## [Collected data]
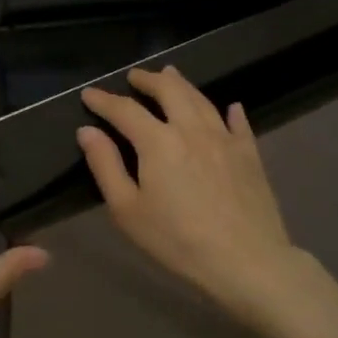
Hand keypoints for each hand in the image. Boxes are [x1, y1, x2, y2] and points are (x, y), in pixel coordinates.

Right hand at [79, 67, 319, 337]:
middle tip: (134, 76)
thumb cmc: (177, 240)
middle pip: (169, 90)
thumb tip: (87, 131)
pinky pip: (238, 123)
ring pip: (201, 99)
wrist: (246, 261)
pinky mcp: (250, 154)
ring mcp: (225, 138)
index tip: (89, 94)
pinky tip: (231, 107)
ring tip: (170, 75)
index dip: (104, 100)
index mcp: (158, 141)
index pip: (125, 110)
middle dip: (148, 80)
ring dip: (182, 84)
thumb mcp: (128, 210)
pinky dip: (230, 111)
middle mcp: (192, 128)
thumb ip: (105, 166)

## [What is being asked]
In the records above, locate the line that contains "thumb tip: (87, 131)". Repeat it and every line after it, exactly, and nothing else.

## [Response to the exercise]
thumb tip: (87, 131)
pinky pip: (238, 123)
ring pip: (201, 99)
wrist: (246, 261)
pinky mcp: (250, 154)
ring mcp: (225, 138)
index tip: (89, 94)
pinky tip: (231, 107)
ring tip: (170, 75)
index dip: (104, 100)
index mcp: (158, 141)
index pip: (125, 110)
middle dip: (148, 80)
ring dip: (182, 84)
thumb mcp: (128, 210)
pinky dip: (230, 111)
middle mcp: (192, 128)
thumb ip: (105, 166)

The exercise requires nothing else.